Task statement :: Without any pictures, output the records exactly as they are.

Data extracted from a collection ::
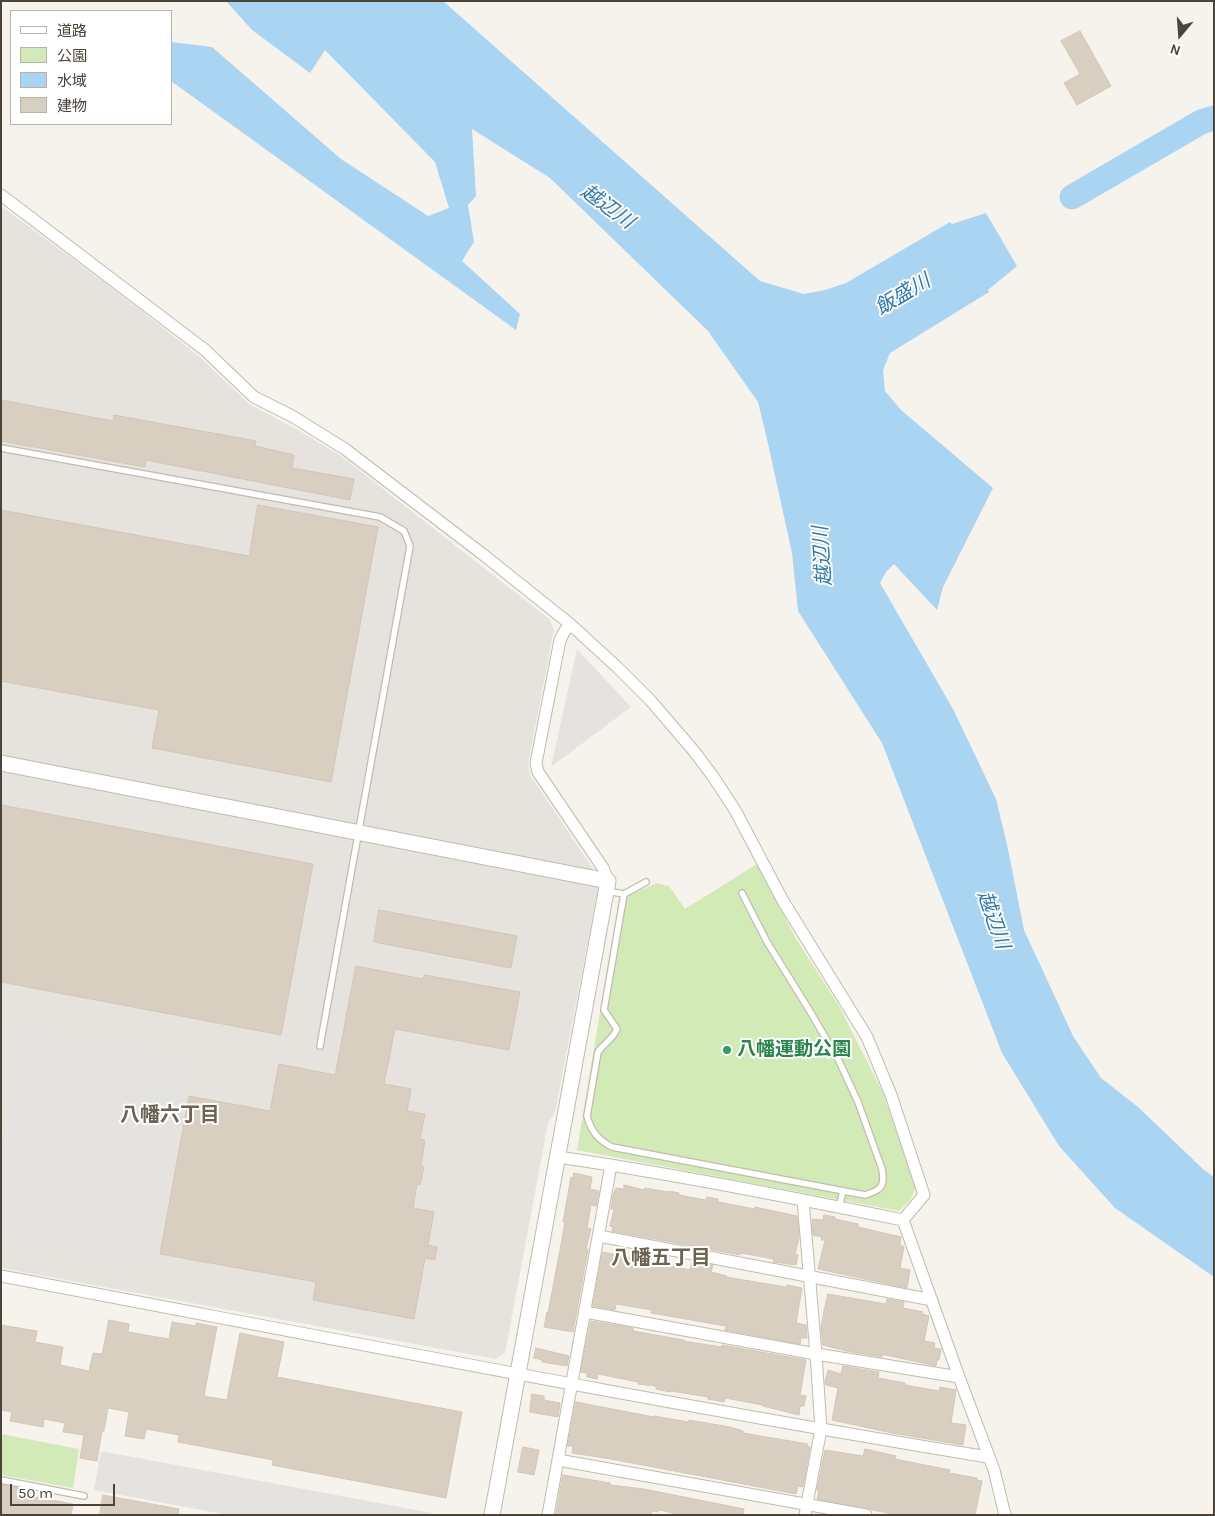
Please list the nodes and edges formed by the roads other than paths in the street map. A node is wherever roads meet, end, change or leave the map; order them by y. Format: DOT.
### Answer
graph roads {
  1 [pos="1,195"];
  2 [pos="1,448"];
  3 [pos="570,624"];
  4 [pos="1,764"];
  5 [pos="358,831"];
  6 [pos="646,882"];
  7 [pos="607,886"];
  8 [pos="742,893"];
  9 [pos="624,894"];
  10 [pos="320,1046"];
  11 [pos="558,1157"];
  12 [pos="611,1165"];
  13 [pos="842,1190"];
  14 [pos="803,1200"];
  15 [pos="840,1207"];
  16 [pos="903,1220"];
  17 [pos="599,1236"];
  18 [pos="1,1276"];
  19 [pos="810,1277"];
  20 [pos="932,1300"];
  21 [pos="585,1312"];
  22 [pos="816,1354"];
  23 [pos="517,1373"];
  24 [pos="959,1377"];
  25 [pos="572,1384"];
  26 [pos="821,1429"];
  27 [pos="988,1457"];
  28 [pos="558,1460"];
  29 [pos="1,1480"];
  30 [pos="84,1496"];
  31 [pos="806,1509"];
  32 [pos="492,1515"];
  33 [pos="548,1515"];
  34 [pos="866,1515"];
  35 [pos="1005,1515"];
  1 -- 3 [label="street"];
  2 -- 5 [label="lane"];
  3 -- 7 [label="street"];
  3 -- 16 [label="street"];
  4 -- 5 [label="street"];
  5 -- 7 [label="street"];
  5 -- 10 [label="lane"];
  6 -- 9 [label="lane"];
  7 -- 9 [label="lane"];
  7 -- 11 [label="street"];
  8 -- 13 [label="lane"];
  9 -- 13 [label="lane"];
  11 -- 12 [label="street"];
  11 -- 23 [label="street"];
  12 -- 14 [label="street"];
  12 -- 17 [label="street"];
  13 -- 15 [label="lane"];
  14 -- 15 [label="street"];
  14 -- 19 [label="street"];
  15 -- 16 [label="street"];
  16 -- 20 [label="street"];
  17 -- 19 [label="street"];
  17 -- 21 [label="street"];
  18 -- 23 [label="street"];
  19 -- 20 [label="street"];
  19 -- 22 [label="street"];
  20 -- 24 [label="street"];
  21 -- 22 [label="street"];
  21 -- 25 [label="street"];
  22 -- 24 [label="street"];
  22 -- 26 [label="street"];
  23 -- 25 [label="street"];
  23 -- 32 [label="street"];
  24 -- 27 [label="street"];
  25 -- 26 [label="street"];
  25 -- 28 [label="street"];
  26 -- 27 [label="street"];
  26 -- 31 [label="street"];
  27 -- 35 [label="street"];
  28 -- 31 [label="street"];
  28 -- 33 [label="street"];
  29 -- 30 [label="lane"];
  31 -- 34 [label="street"];
}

Exercise output ::
Please list the nodes and edges formed by the roads other than paths in the street map. A node is wherever roads meet, end, change or leave the map; order them by y. Format: DOT.
### Answer
graph roads {
  1 [pos="1,195"];
  2 [pos="1,448"];
  3 [pos="570,624"];
  4 [pos="1,764"];
  5 [pos="358,831"];
  6 [pos="646,882"];
  7 [pos="607,886"];
  8 [pos="742,893"];
  9 [pos="624,894"];
  10 [pos="320,1046"];
  11 [pos="558,1157"];
  12 [pos="611,1165"];
  13 [pos="842,1190"];
  14 [pos="803,1200"];
  15 [pos="840,1207"];
  16 [pos="903,1220"];
  17 [pos="599,1236"];
  18 [pos="1,1276"];
  19 [pos="810,1277"];
  20 [pos="932,1300"];
  21 [pos="585,1312"];
  22 [pos="816,1354"];
  23 [pos="517,1373"];
  24 [pos="959,1377"];
  25 [pos="572,1384"];
  26 [pos="821,1429"];
  27 [pos="988,1457"];
  28 [pos="558,1460"];
  29 [pos="1,1480"];
  30 [pos="84,1496"];
  31 [pos="806,1509"];
  32 [pos="492,1515"];
  33 [pos="548,1515"];
  34 [pos="866,1515"];
  35 [pos="1005,1515"];
  1 -- 3 [label="street"];
  2 -- 5 [label="lane"];
  3 -- 7 [label="street"];
  3 -- 16 [label="street"];
  4 -- 5 [label="street"];
  5 -- 7 [label="street"];
  5 -- 10 [label="lane"];
  6 -- 9 [label="lane"];
  7 -- 9 [label="lane"];
  7 -- 11 [label="street"];
  8 -- 13 [label="lane"];
  9 -- 13 [label="lane"];
  11 -- 12 [label="street"];
  11 -- 23 [label="street"];
  12 -- 14 [label="street"];
  12 -- 17 [label="street"];
  13 -- 15 [label="lane"];
  14 -- 15 [label="street"];
  14 -- 19 [label="street"];
  15 -- 16 [label="street"];
  16 -- 20 [label="street"];
  17 -- 19 [label="street"];
  17 -- 21 [label="street"];
  18 -- 23 [label="street"];
  19 -- 20 [label="street"];
  19 -- 22 [label="street"];
  20 -- 24 [label="street"];
  21 -- 22 [label="street"];
  21 -- 25 [label="street"];
  22 -- 24 [label="street"];
  22 -- 26 [label="street"];
  23 -- 25 [label="street"];
  23 -- 32 [label="street"];
  24 -- 27 [label="street"];
  25 -- 26 [label="street"];
  25 -- 28 [label="street"];
  26 -- 27 [label="street"];
  26 -- 31 [label="street"];
  27 -- 35 [label="street"];
  28 -- 31 [label="street"];
  28 -- 33 [label="street"];
  29 -- 30 [label="lane"];
  31 -- 34 [label="street"];
}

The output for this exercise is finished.